Private forensic pathologist Reggie Perumal - who joined Pistorius's hand-picked team soon after Reeva Steenkamp was killed on Valentine's Day morning 2013 - will not take the stand, amid suggestions his post-mortem findings support key parts of the prosecution's case.
Perumal was hired by Pistorius in time to attend the model's autopsy.
When asked if he would testify, the Durban-based pathologist told AFP "no, ma'am".
"I think you're aware that I can't say anything right now."
Perumal's absence from the witness box casts further doubt on the believability of Pistorius' story, after a week in which the Paralympic star and one of his hired experts were torn to shreds by prosecutor Gerrie Nel.
On Thursday, Nel hammered defence expert Roger Dixon, a forensic geologist who testified on key elements of the Pistorius crime scene, including the order of the bullets that hit Steenkamp.
Nel derided the quality of the expert's testimony, accusing him of "misleading" the court.
"I am not trying to mislead the court," Dixon said.

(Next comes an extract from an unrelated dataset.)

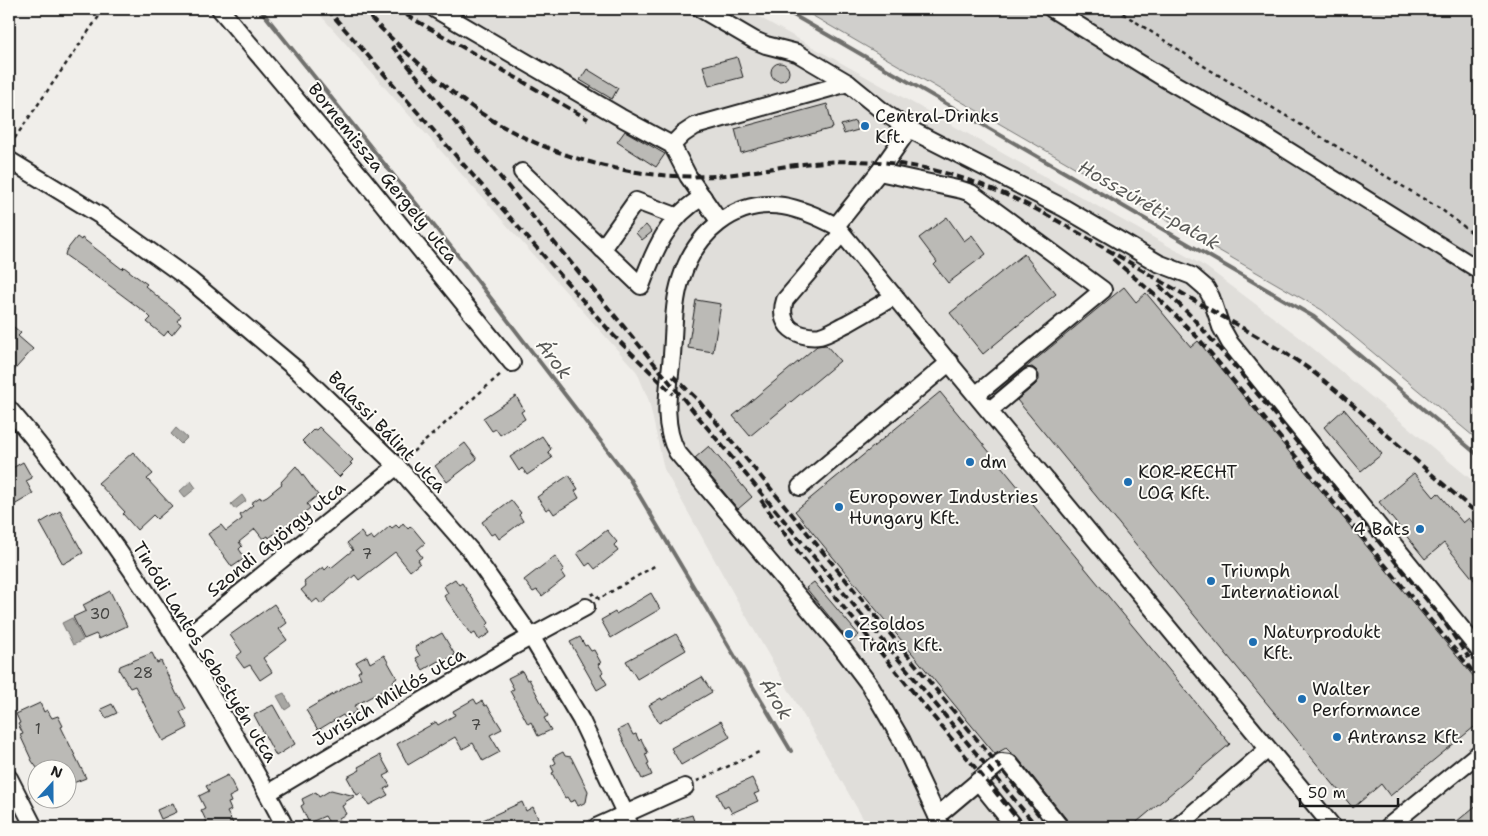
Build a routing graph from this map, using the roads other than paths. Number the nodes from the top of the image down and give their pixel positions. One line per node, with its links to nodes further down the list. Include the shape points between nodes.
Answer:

Pistorius has pleaded not guilty to intentionally killing Steenkamp, a 29-year-old law graduate and aspiring reality television star, saying he mistook her for an intruder in his upmarket Pretoria villa.
The state alleges the 27-year-old Olympian and Paralympic gold medallist shot his girlfriend in a fit of rage.
State pathologist Gert Saayman said vegetable matter in Steenkamp's stomach suggested she ate about two hours prior to her death at 3.17am, a finding that conflicts with Pistorius' version of events that the couple were peacefully asleep at that time.
"To the best of my recollection he was in agreement," said Saayman about Perumal.
"We must be, so to speak, on the same page before we leave the autopsy room," he said.
Instead of Perumal, the defence called Jan Botha, a former state pathologist who has carried out approximately 25000 autopsies.
Botha disputed Saayman's conclusion, saying that determining the time of death through gastric emptying is guesswork, calling it a "highly controversial and inexact science".
The trial has been adjourned until May 5.